An application was duly filed by the respondent mother within the 14 days set out in the orders dismissing the appeal. However, the application for costs made by the ICL was not filed until 2 June 2022. While outside the time specified in the orders of 13 May 2022, it was nonetheless filed within the 28-day period specified in r 12.13 of the Federal Circuit and Family Court of Australia (Family Law) Rules 2021 (Cth) (“the Rules”). The appellant father refers to his Financial Statement filed in the proceedings and contends that he is unable to meet his own legal costs, let alone the costs of the respondent mother.

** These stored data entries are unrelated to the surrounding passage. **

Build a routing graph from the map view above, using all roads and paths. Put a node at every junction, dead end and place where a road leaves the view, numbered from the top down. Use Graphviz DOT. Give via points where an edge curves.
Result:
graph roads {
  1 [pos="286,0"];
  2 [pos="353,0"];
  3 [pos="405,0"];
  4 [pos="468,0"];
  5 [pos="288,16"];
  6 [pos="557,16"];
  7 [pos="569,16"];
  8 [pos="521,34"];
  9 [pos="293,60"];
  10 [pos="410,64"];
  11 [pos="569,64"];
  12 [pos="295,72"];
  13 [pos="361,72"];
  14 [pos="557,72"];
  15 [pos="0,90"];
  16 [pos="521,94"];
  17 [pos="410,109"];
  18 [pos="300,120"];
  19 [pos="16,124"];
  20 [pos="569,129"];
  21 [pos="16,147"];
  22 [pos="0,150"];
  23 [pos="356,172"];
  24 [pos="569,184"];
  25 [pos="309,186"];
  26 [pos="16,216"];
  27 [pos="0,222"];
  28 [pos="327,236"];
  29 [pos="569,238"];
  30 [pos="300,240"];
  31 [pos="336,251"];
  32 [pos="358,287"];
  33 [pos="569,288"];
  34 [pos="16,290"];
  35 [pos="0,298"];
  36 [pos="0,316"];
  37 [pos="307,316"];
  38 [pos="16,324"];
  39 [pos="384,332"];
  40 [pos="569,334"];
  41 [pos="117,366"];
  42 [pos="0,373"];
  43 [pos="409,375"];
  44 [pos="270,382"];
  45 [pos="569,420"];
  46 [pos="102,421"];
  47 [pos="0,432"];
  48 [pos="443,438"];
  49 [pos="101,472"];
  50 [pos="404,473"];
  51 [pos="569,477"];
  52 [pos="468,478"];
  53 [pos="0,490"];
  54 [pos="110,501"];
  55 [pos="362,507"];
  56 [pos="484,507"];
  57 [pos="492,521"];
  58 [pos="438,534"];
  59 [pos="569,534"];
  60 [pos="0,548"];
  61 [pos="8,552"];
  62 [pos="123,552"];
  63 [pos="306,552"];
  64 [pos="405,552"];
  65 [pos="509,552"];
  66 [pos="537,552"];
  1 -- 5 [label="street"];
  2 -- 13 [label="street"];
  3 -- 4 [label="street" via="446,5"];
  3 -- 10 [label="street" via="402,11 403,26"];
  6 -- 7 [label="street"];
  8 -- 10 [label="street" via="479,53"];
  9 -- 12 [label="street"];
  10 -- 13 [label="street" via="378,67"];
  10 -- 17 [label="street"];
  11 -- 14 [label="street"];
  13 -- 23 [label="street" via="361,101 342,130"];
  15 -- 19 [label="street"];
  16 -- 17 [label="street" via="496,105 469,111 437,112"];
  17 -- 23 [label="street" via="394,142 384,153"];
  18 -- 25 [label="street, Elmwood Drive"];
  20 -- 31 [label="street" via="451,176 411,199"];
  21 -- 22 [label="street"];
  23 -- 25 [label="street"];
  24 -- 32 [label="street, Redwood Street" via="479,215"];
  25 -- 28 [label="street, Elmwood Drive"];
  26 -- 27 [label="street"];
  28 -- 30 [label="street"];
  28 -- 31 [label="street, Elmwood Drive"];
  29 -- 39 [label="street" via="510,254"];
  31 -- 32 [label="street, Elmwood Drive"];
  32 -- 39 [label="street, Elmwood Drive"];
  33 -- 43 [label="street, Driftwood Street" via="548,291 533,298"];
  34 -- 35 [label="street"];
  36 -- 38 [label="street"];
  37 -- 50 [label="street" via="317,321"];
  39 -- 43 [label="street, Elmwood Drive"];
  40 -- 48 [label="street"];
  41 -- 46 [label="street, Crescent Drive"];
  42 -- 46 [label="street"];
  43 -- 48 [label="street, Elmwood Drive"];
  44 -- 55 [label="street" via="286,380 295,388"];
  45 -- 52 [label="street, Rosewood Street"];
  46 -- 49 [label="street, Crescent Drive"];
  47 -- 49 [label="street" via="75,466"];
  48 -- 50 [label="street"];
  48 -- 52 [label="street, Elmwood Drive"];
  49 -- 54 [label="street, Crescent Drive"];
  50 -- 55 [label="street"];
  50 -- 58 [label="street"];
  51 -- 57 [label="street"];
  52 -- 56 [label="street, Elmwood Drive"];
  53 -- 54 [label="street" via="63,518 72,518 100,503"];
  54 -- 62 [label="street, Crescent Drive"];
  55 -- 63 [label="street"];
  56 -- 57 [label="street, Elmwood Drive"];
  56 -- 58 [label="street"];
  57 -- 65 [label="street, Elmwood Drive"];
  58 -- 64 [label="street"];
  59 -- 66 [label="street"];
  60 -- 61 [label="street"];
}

The appellant father contends that his initial commencement of proceedings occurred as result of the respondent mother unilaterally moving from City A in New South Wales to City B. The respondent mother contends that she has previously made an offer to the appellant father to resolve these proceedings, however neither party has referred the Court to the terms of that offer for the purpose of considering this costs application. The respondent mother has sought an order that costs be ordered on an indemnity basis. The respondent mother contends that the appellant father held wilful disregard of the known facts and clearly established law such that, properly advised, the appellant father should have known that he had no chance of success.
Issue:
Whether or not the costs should be assessed on a party/party basis.
Applicable law:
Family Law Act 1975 (Cth) s 117 - provides that each party to proceedings under this Act shall bear his or her own costs.


Analysis:
The appellant father’s income may have been adversely impacted by the COVID-19 pandemic, however, it was the appellant father who chose to file an appeal against interim parenting orders in circumstances where the primary judge, in Order 14, granted leave to the parties “to file a further interim application in relation to parenting proceedings for [the child] in the event that the parties has [sic] a report from a joint expert providing information relevant to consideration of s 60CC(3)(h) and s 61F of the Family Law Act 1975.” Although the appellant father was self-represented at the appeal, he had managed to engage the services of senior counsel to provide advice to him.
The respondent mother contends that she presented the appellant father with an opportunity to resolve the matter but the appellant father rejected the offer, which resulted in the parties incurring the legal costs associated with the appeal. The respondent mother did not, however, provide particulars in respect to the offer, including when it was made and the nature of the offer. While the appellant father’s submissions, with respect, lacked focus at times, that was more reflective of the fact that he was self-represented rather than being wilfully obstructive of the expeditious determination of the proceedings. There is no basis for contending that the application had “no chances of success”. The case does not otherwise fall within the exceptional categories for which courts have ordered the payment of indemnity costs.
The difficulty in awarding costs in a fixed sum amount in this case is that the respondent mother’s costs have been quantified on an indemnity basis, or at least at an hourly rate that significantly exceeds that which is provided for in the costs schedule to the Rules. In those circumstances, it is not possible to determine what is a logical, fair and reasonable fixed sum amount for costs as assessed on a party/party basis.
Conclusion:
The appellant father should pay the costs of the respondent mother of and incidental to the appellant’s Amended Notice of Appeal filed 15 December 2021 within 28 days of those costs being agreed or assessed. The appellant father should pay the costs of the Independent Children’s Lawyer in the fixed sum of $4,150 within 28 days.